> _WHAT NEEDS TO BE DONE_
If anything in the data looks odd, keep it anyway and write the whole listing out unchanged.
+ + +
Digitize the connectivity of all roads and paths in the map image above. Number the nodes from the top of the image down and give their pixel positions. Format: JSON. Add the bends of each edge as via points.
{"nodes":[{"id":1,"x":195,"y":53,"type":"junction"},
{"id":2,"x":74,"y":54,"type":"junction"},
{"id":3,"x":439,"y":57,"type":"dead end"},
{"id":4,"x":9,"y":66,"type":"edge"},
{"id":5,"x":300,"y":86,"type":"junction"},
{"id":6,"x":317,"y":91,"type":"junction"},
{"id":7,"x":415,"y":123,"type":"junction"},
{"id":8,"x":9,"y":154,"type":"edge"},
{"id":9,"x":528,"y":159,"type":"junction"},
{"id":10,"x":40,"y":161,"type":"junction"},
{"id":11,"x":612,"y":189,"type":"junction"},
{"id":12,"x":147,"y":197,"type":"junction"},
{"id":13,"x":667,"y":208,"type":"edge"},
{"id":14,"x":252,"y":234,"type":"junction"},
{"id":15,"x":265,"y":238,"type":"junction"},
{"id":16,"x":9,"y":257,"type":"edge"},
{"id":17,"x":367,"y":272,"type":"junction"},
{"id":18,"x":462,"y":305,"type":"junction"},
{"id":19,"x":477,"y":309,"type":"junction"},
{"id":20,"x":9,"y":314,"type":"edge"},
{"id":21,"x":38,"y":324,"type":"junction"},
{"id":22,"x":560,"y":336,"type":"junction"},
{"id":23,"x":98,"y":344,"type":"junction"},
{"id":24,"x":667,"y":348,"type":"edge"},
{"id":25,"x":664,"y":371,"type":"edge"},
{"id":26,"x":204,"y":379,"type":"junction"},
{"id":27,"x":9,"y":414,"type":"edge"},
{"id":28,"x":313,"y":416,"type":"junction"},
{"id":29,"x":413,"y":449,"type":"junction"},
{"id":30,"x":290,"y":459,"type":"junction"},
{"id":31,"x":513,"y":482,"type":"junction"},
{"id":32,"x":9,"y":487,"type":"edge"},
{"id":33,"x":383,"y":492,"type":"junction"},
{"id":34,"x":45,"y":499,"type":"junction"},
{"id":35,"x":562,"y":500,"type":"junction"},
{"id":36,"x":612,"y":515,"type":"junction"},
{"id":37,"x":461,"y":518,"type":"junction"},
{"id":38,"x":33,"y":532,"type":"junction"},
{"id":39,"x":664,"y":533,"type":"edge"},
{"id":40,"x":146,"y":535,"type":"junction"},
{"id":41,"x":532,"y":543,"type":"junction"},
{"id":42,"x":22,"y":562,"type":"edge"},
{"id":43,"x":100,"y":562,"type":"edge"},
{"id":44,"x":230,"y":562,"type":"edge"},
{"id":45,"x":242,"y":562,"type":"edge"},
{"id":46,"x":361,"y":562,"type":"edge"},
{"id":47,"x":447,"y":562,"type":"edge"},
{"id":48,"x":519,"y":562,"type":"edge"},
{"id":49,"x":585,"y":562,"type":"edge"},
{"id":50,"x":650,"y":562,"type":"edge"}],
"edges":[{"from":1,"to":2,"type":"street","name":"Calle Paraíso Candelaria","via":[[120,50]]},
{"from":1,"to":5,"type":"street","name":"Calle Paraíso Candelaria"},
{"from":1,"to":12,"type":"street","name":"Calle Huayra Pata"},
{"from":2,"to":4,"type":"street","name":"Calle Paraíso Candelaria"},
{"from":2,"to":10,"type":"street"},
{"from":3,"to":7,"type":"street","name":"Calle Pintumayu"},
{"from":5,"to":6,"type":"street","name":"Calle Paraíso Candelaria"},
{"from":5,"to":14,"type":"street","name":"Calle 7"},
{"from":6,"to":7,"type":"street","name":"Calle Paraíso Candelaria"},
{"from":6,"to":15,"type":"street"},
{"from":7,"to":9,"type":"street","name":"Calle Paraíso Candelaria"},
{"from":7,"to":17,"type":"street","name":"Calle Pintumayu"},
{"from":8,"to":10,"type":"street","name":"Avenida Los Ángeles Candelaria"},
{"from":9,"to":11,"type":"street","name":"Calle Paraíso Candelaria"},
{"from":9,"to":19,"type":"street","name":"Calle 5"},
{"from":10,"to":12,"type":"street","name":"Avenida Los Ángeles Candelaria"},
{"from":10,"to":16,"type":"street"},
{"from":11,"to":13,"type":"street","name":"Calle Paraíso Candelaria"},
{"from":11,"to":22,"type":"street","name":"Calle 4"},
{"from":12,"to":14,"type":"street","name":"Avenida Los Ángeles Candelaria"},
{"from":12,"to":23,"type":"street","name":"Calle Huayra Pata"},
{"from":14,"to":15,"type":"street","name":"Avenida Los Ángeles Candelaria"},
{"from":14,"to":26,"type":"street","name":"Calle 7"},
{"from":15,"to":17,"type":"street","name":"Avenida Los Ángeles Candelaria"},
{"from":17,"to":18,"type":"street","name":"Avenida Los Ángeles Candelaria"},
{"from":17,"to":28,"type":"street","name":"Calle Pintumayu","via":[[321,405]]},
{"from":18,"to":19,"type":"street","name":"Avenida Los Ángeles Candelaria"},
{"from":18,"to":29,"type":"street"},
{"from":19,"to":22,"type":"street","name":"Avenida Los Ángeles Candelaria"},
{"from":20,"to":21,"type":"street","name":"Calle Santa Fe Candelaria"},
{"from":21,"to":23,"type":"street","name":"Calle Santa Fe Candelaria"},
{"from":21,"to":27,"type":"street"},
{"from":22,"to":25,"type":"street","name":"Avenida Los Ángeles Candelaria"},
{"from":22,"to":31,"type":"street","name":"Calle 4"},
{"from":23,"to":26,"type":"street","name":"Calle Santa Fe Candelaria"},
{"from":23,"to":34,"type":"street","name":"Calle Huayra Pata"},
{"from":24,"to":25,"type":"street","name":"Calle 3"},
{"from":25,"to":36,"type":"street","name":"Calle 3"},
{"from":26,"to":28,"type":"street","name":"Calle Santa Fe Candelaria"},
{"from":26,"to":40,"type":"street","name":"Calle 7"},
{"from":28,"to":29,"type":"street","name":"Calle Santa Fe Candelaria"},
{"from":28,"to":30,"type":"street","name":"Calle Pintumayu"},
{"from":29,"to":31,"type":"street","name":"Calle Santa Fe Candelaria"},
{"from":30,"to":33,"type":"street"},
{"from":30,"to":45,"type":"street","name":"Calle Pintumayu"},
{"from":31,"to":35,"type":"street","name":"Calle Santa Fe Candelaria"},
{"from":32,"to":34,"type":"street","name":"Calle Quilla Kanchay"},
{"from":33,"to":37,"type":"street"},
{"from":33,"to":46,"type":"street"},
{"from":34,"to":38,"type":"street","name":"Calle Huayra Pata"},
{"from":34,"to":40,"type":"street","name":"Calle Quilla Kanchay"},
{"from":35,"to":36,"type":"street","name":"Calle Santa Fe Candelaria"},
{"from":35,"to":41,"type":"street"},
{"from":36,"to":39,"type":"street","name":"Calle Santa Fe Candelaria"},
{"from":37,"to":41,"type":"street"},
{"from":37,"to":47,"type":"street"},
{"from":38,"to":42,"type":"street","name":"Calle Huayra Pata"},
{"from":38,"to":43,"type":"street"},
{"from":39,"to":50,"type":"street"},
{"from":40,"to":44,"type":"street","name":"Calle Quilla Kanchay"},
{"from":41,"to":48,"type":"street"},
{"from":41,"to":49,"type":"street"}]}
+ + +
> _TASK SOLUTION_
Digitize the connectivity of all roads and paths in the map image above. Number the nodes from the top of the image down and give their pixel positions. Format: JSON. Add the bends of each edge as via points.
{"nodes":[{"id":1,"x":195,"y":53,"type":"junction"},
{"id":2,"x":74,"y":54,"type":"junction"},
{"id":3,"x":439,"y":57,"type":"dead end"},
{"id":4,"x":9,"y":66,"type":"edge"},
{"id":5,"x":300,"y":86,"type":"junction"},
{"id":6,"x":317,"y":91,"type":"junction"},
{"id":7,"x":415,"y":123,"type":"junction"},
{"id":8,"x":9,"y":154,"type":"edge"},
{"id":9,"x":528,"y":159,"type":"junction"},
{"id":10,"x":40,"y":161,"type":"junction"},
{"id":11,"x":612,"y":189,"type":"junction"},
{"id":12,"x":147,"y":197,"type":"junction"},
{"id":13,"x":667,"y":208,"type":"edge"},
{"id":14,"x":252,"y":234,"type":"junction"},
{"id":15,"x":265,"y":238,"type":"junction"},
{"id":16,"x":9,"y":257,"type":"edge"},
{"id":17,"x":367,"y":272,"type":"junction"},
{"id":18,"x":462,"y":305,"type":"junction"},
{"id":19,"x":477,"y":309,"type":"junction"},
{"id":20,"x":9,"y":314,"type":"edge"},
{"id":21,"x":38,"y":324,"type":"junction"},
{"id":22,"x":560,"y":336,"type":"junction"},
{"id":23,"x":98,"y":344,"type":"junction"},
{"id":24,"x":667,"y":348,"type":"edge"},
{"id":25,"x":664,"y":371,"type":"edge"},
{"id":26,"x":204,"y":379,"type":"junction"},
{"id":27,"x":9,"y":414,"type":"edge"},
{"id":28,"x":313,"y":416,"type":"junction"},
{"id":29,"x":413,"y":449,"type":"junction"},
{"id":30,"x":290,"y":459,"type":"junction"},
{"id":31,"x":513,"y":482,"type":"junction"},
{"id":32,"x":9,"y":487,"type":"edge"},
{"id":33,"x":383,"y":492,"type":"junction"},
{"id":34,"x":45,"y":499,"type":"junction"},
{"id":35,"x":562,"y":500,"type":"junction"},
{"id":36,"x":612,"y":515,"type":"junction"},
{"id":37,"x":461,"y":518,"type":"junction"},
{"id":38,"x":33,"y":532,"type":"junction"},
{"id":39,"x":664,"y":533,"type":"edge"},
{"id":40,"x":146,"y":535,"type":"junction"},
{"id":41,"x":532,"y":543,"type":"junction"},
{"id":42,"x":22,"y":562,"type":"edge"},
{"id":43,"x":100,"y":562,"type":"edge"},
{"id":44,"x":230,"y":562,"type":"edge"},
{"id":45,"x":242,"y":562,"type":"edge"},
{"id":46,"x":361,"y":562,"type":"edge"},
{"id":47,"x":447,"y":562,"type":"edge"},
{"id":48,"x":519,"y":562,"type":"edge"},
{"id":49,"x":585,"y":562,"type":"edge"},
{"id":50,"x":650,"y":562,"type":"edge"}],
"edges":[{"from":1,"to":2,"type":"street","name":"Calle Paraíso Candelaria","via":[[120,50]]},
{"from":1,"to":5,"type":"street","name":"Calle Paraíso Candelaria"},
{"from":1,"to":12,"type":"street","name":"Calle Huayra Pata"},
{"from":2,"to":4,"type":"street","name":"Calle Paraíso Candelaria"},
{"from":2,"to":10,"type":"street"},
{"from":3,"to":7,"type":"street","name":"Calle Pintumayu"},
{"from":5,"to":6,"type":"street","name":"Calle Paraíso Candelaria"},
{"from":5,"to":14,"type":"street","name":"Calle 7"},
{"from":6,"to":7,"type":"street","name":"Calle Paraíso Candelaria"},
{"from":6,"to":15,"type":"street"},
{"from":7,"to":9,"type":"street","name":"Calle Paraíso Candelaria"},
{"from":7,"to":17,"type":"street","name":"Calle Pintumayu"},
{"from":8,"to":10,"type":"street","name":"Avenida Los Ángeles Candelaria"},
{"from":9,"to":11,"type":"street","name":"Calle Paraíso Candelaria"},
{"from":9,"to":19,"type":"street","name":"Calle 5"},
{"from":10,"to":12,"type":"street","name":"Avenida Los Ángeles Candelaria"},
{"from":10,"to":16,"type":"street"},
{"from":11,"to":13,"type":"street","name":"Calle Paraíso Candelaria"},
{"from":11,"to":22,"type":"street","name":"Calle 4"},
{"from":12,"to":14,"type":"street","name":"Avenida Los Ángeles Candelaria"},
{"from":12,"to":23,"type":"street","name":"Calle Huayra Pata"},
{"from":14,"to":15,"type":"street","name":"Avenida Los Ángeles Candelaria"},
{"from":14,"to":26,"type":"street","name":"Calle 7"},
{"from":15,"to":17,"type":"street","name":"Avenida Los Ángeles Candelaria"},
{"from":17,"to":18,"type":"street","name":"Avenida Los Ángeles Candelaria"},
{"from":17,"to":28,"type":"street","name":"Calle Pintumayu","via":[[321,405]]},
{"from":18,"to":19,"type":"street","name":"Avenida Los Ángeles Candelaria"},
{"from":18,"to":29,"type":"street"},
{"from":19,"to":22,"type":"street","name":"Avenida Los Ángeles Candelaria"},
{"from":20,"to":21,"type":"street","name":"Calle Santa Fe Candelaria"},
{"from":21,"to":23,"type":"street","name":"Calle Santa Fe Candelaria"},
{"from":21,"to":27,"type":"street"},
{"from":22,"to":25,"type":"street","name":"Avenida Los Ángeles Candelaria"},
{"from":22,"to":31,"type":"street","name":"Calle 4"},
{"from":23,"to":26,"type":"street","name":"Calle Santa Fe Candelaria"},
{"from":23,"to":34,"type":"street","name":"Calle Huayra Pata"},
{"from":24,"to":25,"type":"street","name":"Calle 3"},
{"from":25,"to":36,"type":"street","name":"Calle 3"},
{"from":26,"to":28,"type":"street","name":"Calle Santa Fe Candelaria"},
{"from":26,"to":40,"type":"street","name":"Calle 7"},
{"from":28,"to":29,"type":"street","name":"Calle Santa Fe Candelaria"},
{"from":28,"to":30,"type":"street","name":"Calle Pintumayu"},
{"from":29,"to":31,"type":"street","name":"Calle Santa Fe Candelaria"},
{"from":30,"to":33,"type":"street"},
{"from":30,"to":45,"type":"street","name":"Calle Pintumayu"},
{"from":31,"to":35,"type":"street","name":"Calle Santa Fe Candelaria"},
{"from":32,"to":34,"type":"street","name":"Calle Quilla Kanchay"},
{"from":33,"to":37,"type":"street"},
{"from":33,"to":46,"type":"street"},
{"from":34,"to":38,"type":"street","name":"Calle Huayra Pata"},
{"from":34,"to":40,"type":"street","name":"Calle Quilla Kanchay"},
{"from":35,"to":36,"type":"street","name":"Calle Santa Fe Candelaria"},
{"from":35,"to":41,"type":"street"},
{"from":36,"to":39,"type":"street","name":"Calle Santa Fe Candelaria"},
{"from":37,"to":41,"type":"street"},
{"from":37,"to":47,"type":"street"},
{"from":38,"to":42,"type":"street","name":"Calle Huayra Pata"},
{"from":38,"to":43,"type":"street"},
{"from":39,"to":50,"type":"street"},
{"from":40,"to":44,"type":"street","name":"Calle Quilla Kanchay"},
{"from":41,"to":48,"type":"street"},
{"from":41,"to":49,"type":"street"}]}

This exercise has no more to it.